Si nous nous replaçons dans une perspective diachronique, nous notons que le recueil Erdreich signale à plus d’un titre une rupture dans le traitement des mythes chez Kirsch. Comme nous l’avons suggéré auparavant, la disparition de la pression des contraintes extérieures entraîne une remise en question de soi et un changement des modalités du rapport qu’entretient le je poétique, et bien sûr le moi réel, au monde. L’opposition entre monde extérieur oppressif et monde intérieur cède la place à des scissions intérieures, métaphysiques et artistiques, qui relancent la quête identitaire. Le mythe cristallise ce renversement, dans la mesure où l’adhésion du je poétique aux mythes se trouve remise en question. La ligne de démarcation qui séparait autrefois le mythe, allié du sémiotique, et la société thétique traverse désormais le mythe lui-même, qui met à jour la tension entre norme et marginalité. Nous avons étudié un exemple de ce changement dans le poème « Reisezehrung 1 », dans lequel le mythe devient l’instrument de la loi en exprimant la coercition au travers d’une structure syntaxique contraignante. En tant qu’instruments potentiels du thétique, les mythes ne peuvent plus être utilisés comme dans Zaubersprüche d’une manière quelque peu naïve dans un discours irrationnel et magique. La prise de conscience de leur ambivalence entraîne de ce fait à la fois un lent détachement, une complexification de leur usage et de la réflexion métaphysique et artistique qu’ils vont soutenir.
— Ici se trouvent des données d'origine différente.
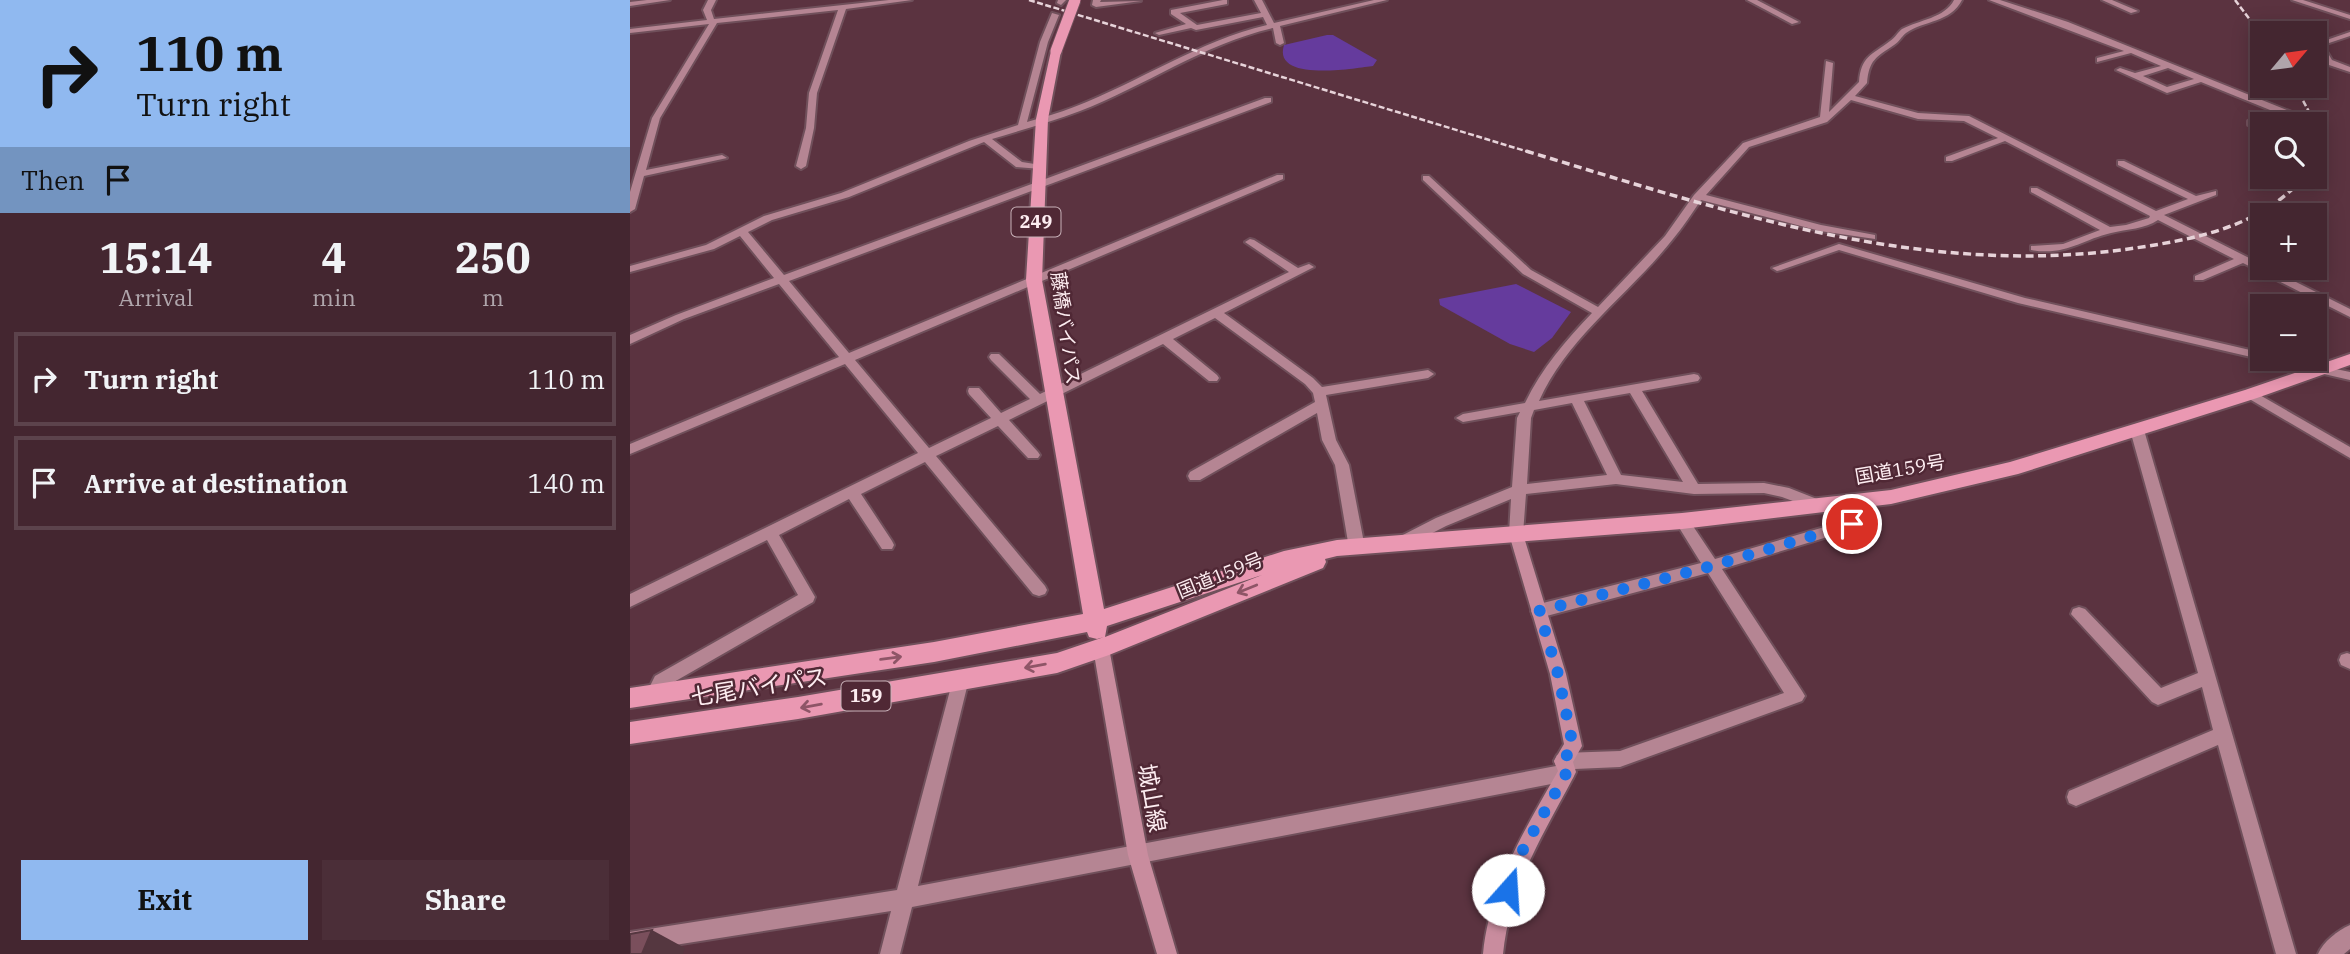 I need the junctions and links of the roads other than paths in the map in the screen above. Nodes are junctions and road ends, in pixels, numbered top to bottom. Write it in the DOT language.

Quelle explication donner à la perte d’influence du matériau mythologique dans l’écriture poétique kirschéenne ? Même si le nombre de textes avec motifs mythologiques ne baisse pas, ils sont de fait moins développés, leurs liens intertextuels beaucoup plus diffus que dans les premiers recueils. De plus, nous avons comptabilisé dans les motifs l’emploi du terme « Dieu », très fréquent dans Erdreich et Katzenleben, qui se trouve dans une position ambiguë à la limite entre le religieux et le mythologique. Si l’on observe le recueil Schneewärme, qui revient à des motifs mythologiques plus « traditionnels », on observe qu’ils ne constituent plus que 15,5 % de l’ensemble des textes, contre 21 % dans Zaubersprüche, et que, sur les dix textes recensés, seuls deux textes font état de références précises à des mythes. C’est dans le recueil Schneewärme que se développe ce que l’on peut appeler le chant du cygne du mythe kirschéen. Les mythèmes fournissent à nouveau l’élan vital nécessaire au je pour se régénérer, comme nous pouvons le voir dans la métamorphose en louve dans « Schneewärme » ou en femme de Lot ayant recouvré sa liberté de mouvement dans « Luftspringerin ». Selon nous, les mythèmes y basculent entièrement du côté de la délivrance sémiotique du je et sont de fait détachés de la contrainte, de l’ordre, que nous avions dits nécessaires à la création poétique. C’est en ce sens que nous pensons que ce recueil se rapproche le plus d’une esthétique postmoderne.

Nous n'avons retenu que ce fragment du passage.